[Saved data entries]
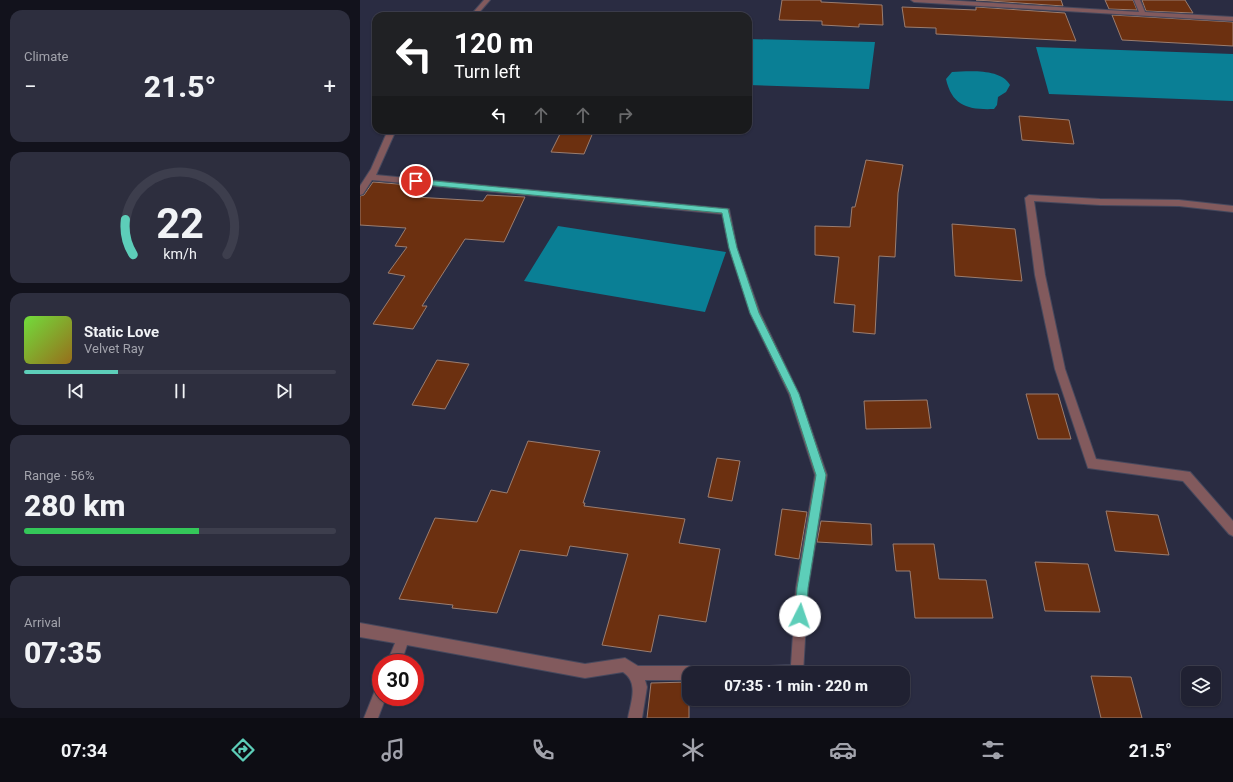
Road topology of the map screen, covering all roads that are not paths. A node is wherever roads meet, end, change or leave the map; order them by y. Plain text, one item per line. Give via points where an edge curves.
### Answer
1 (487, 0) edge
2 (914, 0) edge
3 (1137, 0) edge
4 (1008, 3) edge
5 (476, 12) edge
6 (1143, 14) junction
7 (1233, 19) edge
8 (390, 134) edge
9 (370, 177) junction
10 (360, 192) edge
11 (1233, 209) edge
12 (1233, 530) edge
13 (360, 630) edge
14 (404, 637) junction
15 (397, 654) edge
16 (797, 666) edge
17 (636, 673) junction
18 (682, 674) edge
19 (375, 706) edge
20 (370, 718) edge
21 (635, 718) edge

1 - 5 street
2 - 4 street
3 - 6 street
4 - 6 street
6 - 7 street
8 - 9 street
9 - 10 street
9 - 16 street via 726,211 733,248 755,313 794,394 821,475 802,588
11 - 12 street via 1179,203 1029,198 1040,275 1060,369 1092,464 1186,476
13 - 14 street
14 - 15 street
14 - 17 street via 585,672 625,664
17 - 18 street
17 - 21 street via 640,687
19 - 20 street

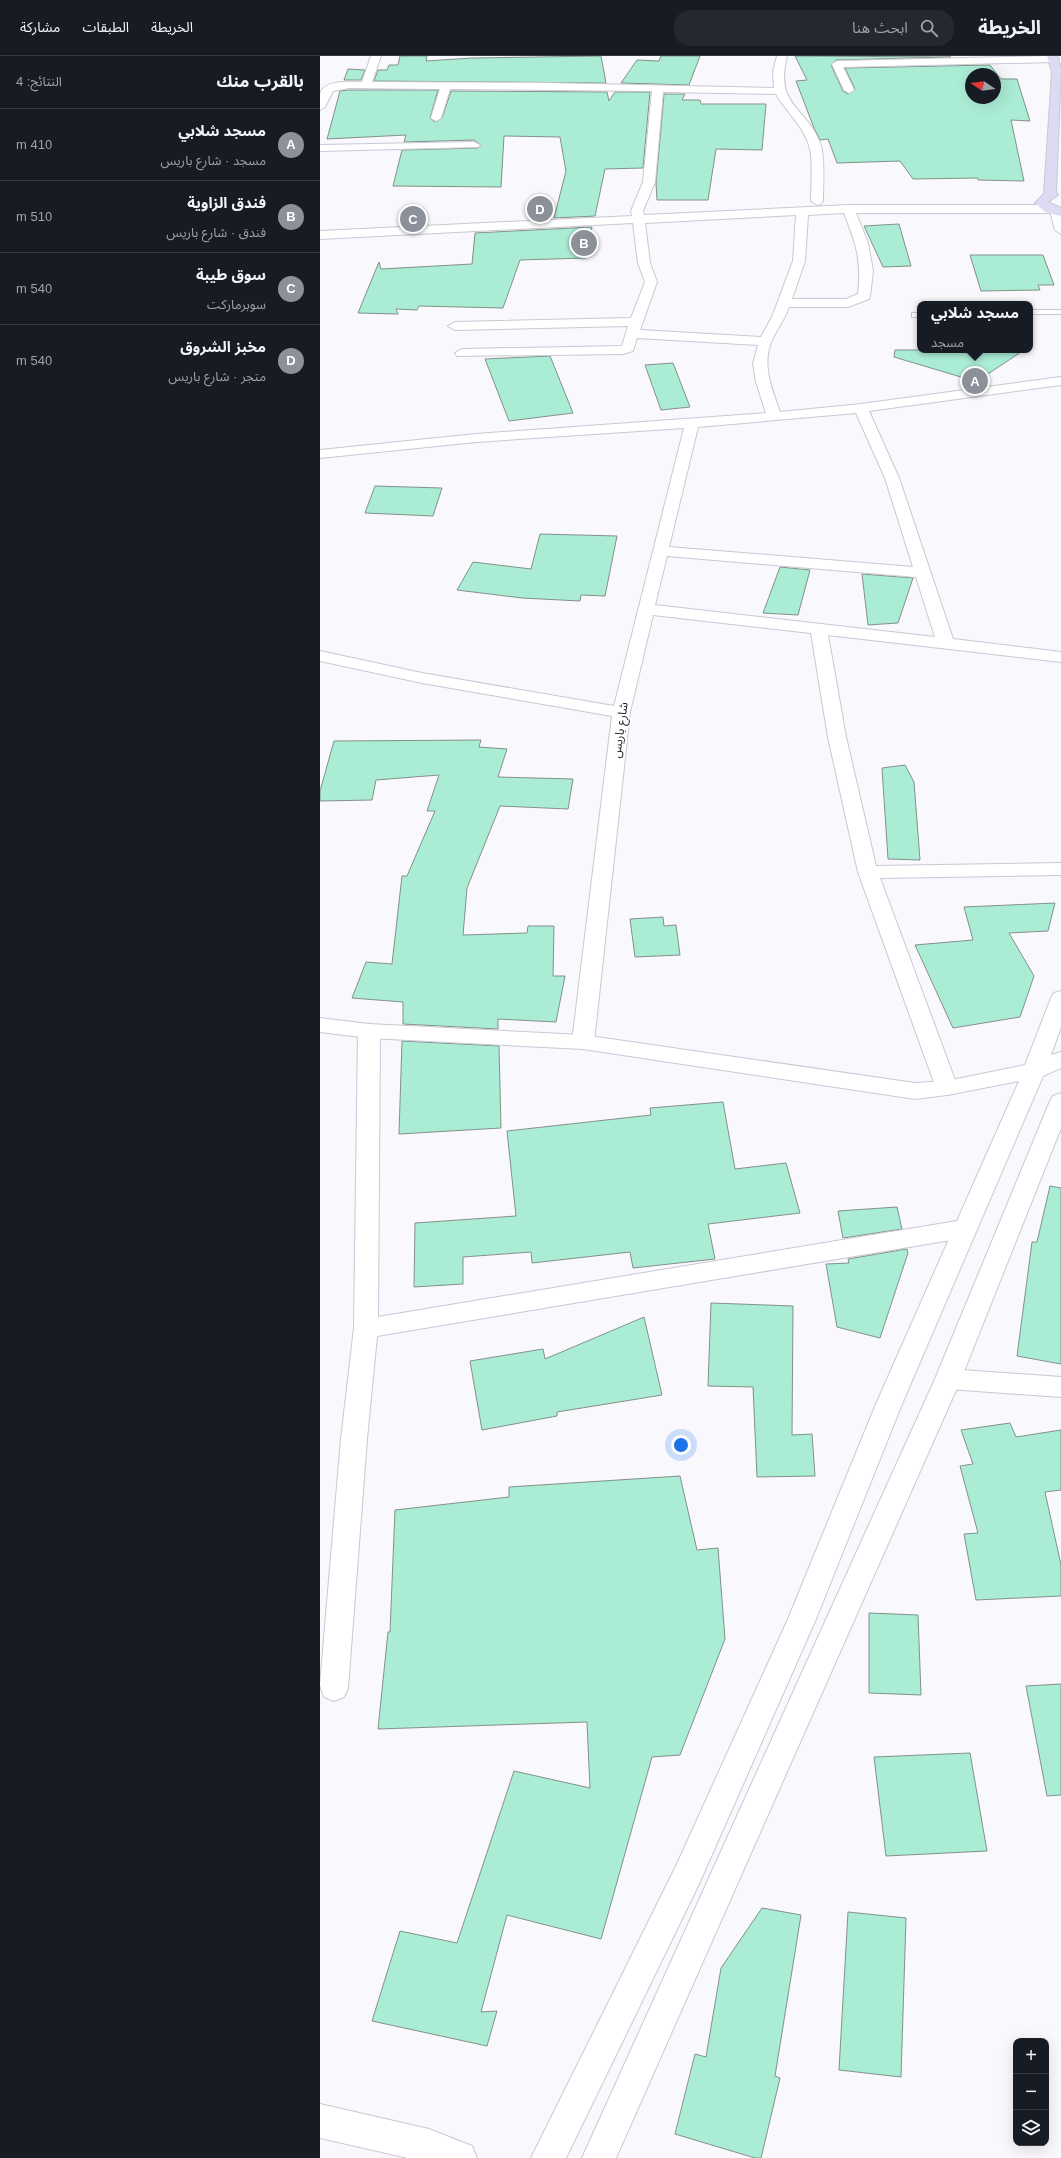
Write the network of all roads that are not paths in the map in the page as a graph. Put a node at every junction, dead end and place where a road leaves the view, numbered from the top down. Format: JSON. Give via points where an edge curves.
{"nodes":[{"id":1,"x":376,"y":56,"type":"edge"},
{"id":2,"x":782,"y":56,"type":"edge"},
{"id":3,"x":829,"y":56,"type":"edge"},
{"id":4,"x":1053,"y":58,"type":"edge"},
{"id":5,"x":837,"y":64,"type":"junction"},
{"id":6,"x":366,"y":84,"type":"junction"},
{"id":7,"x":446,"y":85,"type":"junction"},
{"id":8,"x":658,"y":88,"type":"junction"},
{"id":9,"x":849,"y":90,"type":"dead end"},
{"id":10,"x":778,"y":91,"type":"junction"},
{"id":11,"x":320,"y":107,"type":"edge"},
{"id":12,"x":436,"y":118,"type":"dead end"},
{"id":13,"x":474,"y":145,"type":"dead end"},
{"id":14,"x":320,"y":148,"type":"edge"},
{"id":15,"x":818,"y":201,"type":"junction"},
{"id":16,"x":1053,"y":204,"type":"edge"},
{"id":17,"x":849,"y":208,"type":"junction"},
{"id":18,"x":802,"y":211,"type":"junction"},
{"id":19,"x":637,"y":215,"type":"junction"},
{"id":20,"x":320,"y":227,"type":"edge"},
{"id":21,"x":1061,"y":230,"type":"edge"},
{"id":22,"x":320,"y":235,"type":"edge"},
{"id":23,"x":784,"y":303,"type":"junction"},
{"id":24,"x":1033,"y":312,"type":"edge"},
{"id":25,"x":1061,"y":312,"type":"edge"},
{"id":26,"x":455,"y":326,"type":"dead end"},
{"id":27,"x":634,"y":328,"type":"junction"},
{"id":28,"x":765,"y":342,"type":"junction"},
{"id":29,"x":462,"y":352,"type":"dead end"},
{"id":30,"x":1061,"y":382,"type":"edge"},
{"id":31,"x":861,"y":408,"type":"junction"},
{"id":32,"x":774,"y":417,"type":"junction"},
{"id":33,"x":692,"y":423,"type":"junction"},
{"id":34,"x":320,"y":454,"type":"edge"},
{"id":35,"x":660,"y":551,"type":"junction"},
{"id":36,"x":924,"y":573,"type":"junction"},
{"id":37,"x":645,"y":609,"type":"junction"},
{"id":38,"x":819,"y":631,"type":"junction"},
{"id":39,"x":946,"y":645,"type":"junction"},
{"id":40,"x":320,"y":656,"type":"edge"},
{"id":41,"x":1061,"y":657,"type":"edge"},
{"id":42,"x":621,"y":712,"type":"junction"},
{"id":43,"x":1061,"y":869,"type":"edge"},
{"id":44,"x":868,"y":872,"type":"junction"},
{"id":45,"x":1061,"y":998,"type":"edge"},
{"id":46,"x":320,"y":1025,"type":"edge"},
{"id":47,"x":369,"y":1031,"type":"junction"},
{"id":48,"x":583,"y":1042,"type":"junction"},
{"id":49,"x":1061,"y":1059,"type":"edge"},
{"id":50,"x":1034,"y":1071,"type":"junction"},
{"id":51,"x":947,"y":1088,"type":"junction"},
{"id":52,"x":1061,"y":1101,"type":"edge"},
{"id":53,"x":964,"y":1230,"type":"junction"},
{"id":54,"x":366,"y":1328,"type":"junction"},
{"id":55,"x":948,"y":1379,"type":"junction"},
{"id":56,"x":1061,"y":1387,"type":"edge"},
{"id":57,"x":334,"y":1688,"type":"dead end"},
{"id":58,"x":320,"y":2121,"type":"edge"},
{"id":59,"x":460,"y":2158,"type":"edge"},
{"id":60,"x":548,"y":2158,"type":"edge"},
{"id":61,"x":599,"y":2158,"type":"edge"}],
"edges":[{"from":1,"to":6,"type":"street"},
{"from":2,"to":10,"type":"street","via":[[777,70]]},
{"from":3,"to":5,"type":"street"},
{"from":4,"to":5,"type":"street"},
{"from":4,"to":16,"type":"main road","via":[[1058,72],[1053,116]]},
{"from":5,"to":9,"type":"street"},
{"from":6,"to":7,"type":"street"},
{"from":6,"to":11,"type":"street","via":[[328,88]]},
{"from":7,"to":8,"type":"street"},
{"from":7,"to":12,"type":"street"},
{"from":8,"to":10,"type":"street"},
{"from":8,"to":19,"type":"street","via":[[649,182]]},
{"from":10,"to":15,"type":"street","via":[[814,142],[818,158]]},
{"from":13,"to":14,"type":"street"},
{"from":15,"to":16,"type":"street"},
{"from":15,"to":19,"type":"street"},
{"from":16,"to":17,"type":"street"},
{"from":16,"to":21,"type":"street"},
{"from":17,"to":18,"type":"street"},
{"from":17,"to":23,"type":"street","via":[[865,257],[867,271],[864,296],[848,302]]},
{"from":18,"to":19,"type":"street"},
{"from":18,"to":23,"type":"street","via":[[799,261]]},
{"from":19,"to":20,"type":"street"},
{"from":19,"to":22,"type":"street"},
{"from":19,"to":27,"type":"street","via":[[644,264],[651,282]]},
{"from":23,"to":28,"type":"street"},
{"from":24,"to":25,"type":"lane"},
{"from":26,"to":27,"type":"street"},
{"from":27,"to":28,"type":"street"},
{"from":27,"to":29,"type":"street","via":[[628,348],[623,350]]},
{"from":28,"to":32,"type":"street","via":[[760,364]]},
{"from":30,"to":31,"type":"street"},
{"from":31,"to":32,"type":"street"},
{"from":31,"to":36,"type":"street","via":[[892,478]]},
{"from":32,"to":33,"type":"street"},
{"from":33,"to":34,"type":"street","via":[[476,438]]},
{"from":33,"to":35,"type":"street","name":"شارع باريس"},
{"from":35,"to":36,"type":"street"},
{"from":35,"to":37,"type":"street","name":"شارع باريس"},
{"from":36,"to":39,"type":"street"},
{"from":37,"to":38,"type":"street"},
{"from":37,"to":42,"type":"street","name":"شارع باريس"},
{"from":38,"to":39,"type":"street"},
{"from":38,"to":44,"type":"street","via":[[837,737]]},
{"from":39,"to":41,"type":"street"},
{"from":40,"to":42,"type":"street","via":[[422,678]]},
{"from":42,"to":48,"type":"street","name":"شارع باريس"},
{"from":43,"to":44,"type":"street"},
{"from":44,"to":51,"type":"street"},
{"from":45,"to":50,"type":"street"},
{"from":46,"to":47,"type":"street"},
{"from":47,"to":48,"type":"street"},
{"from":47,"to":54,"type":"street"},
{"from":48,"to":51,"type":"street","via":[[915,1091]]},
{"from":49,"to":50,"type":"street"},
{"from":50,"to":51,"type":"street"},
{"from":50,"to":53,"type":"street"},
{"from":52,"to":55,"type":"street"},
{"from":53,"to":54,"type":"street"},
{"from":53,"to":60,"type":"street","via":[[889,1404],[796,1634],[688,1874]]},
{"from":54,"to":57,"type":"street","via":[[354,1439]]},
{"from":55,"to":56,"type":"street"},
{"from":55,"to":61,"type":"street"},
{"from":58,"to":59,"type":"street","via":[[429,2146]]}]}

**TASK DESCRIPTION**
Which lines in the records above contain the word "roads"? Return each of them.

**ANSWER FOR THIS EXERCISE**
Road topology of the map screen, covering all roads that are not paths. A node is wherever roads meet, end, change or leave the map; order them by y. Plain text, one item per line. Give via points where an edge curves.
Write the network of all roads that are not paths in the map in the page as a graph. Put a node at every junction, dead end and place where a road leaves the view, numbered from the top down. Format: JSON. Give via points where an edge curves.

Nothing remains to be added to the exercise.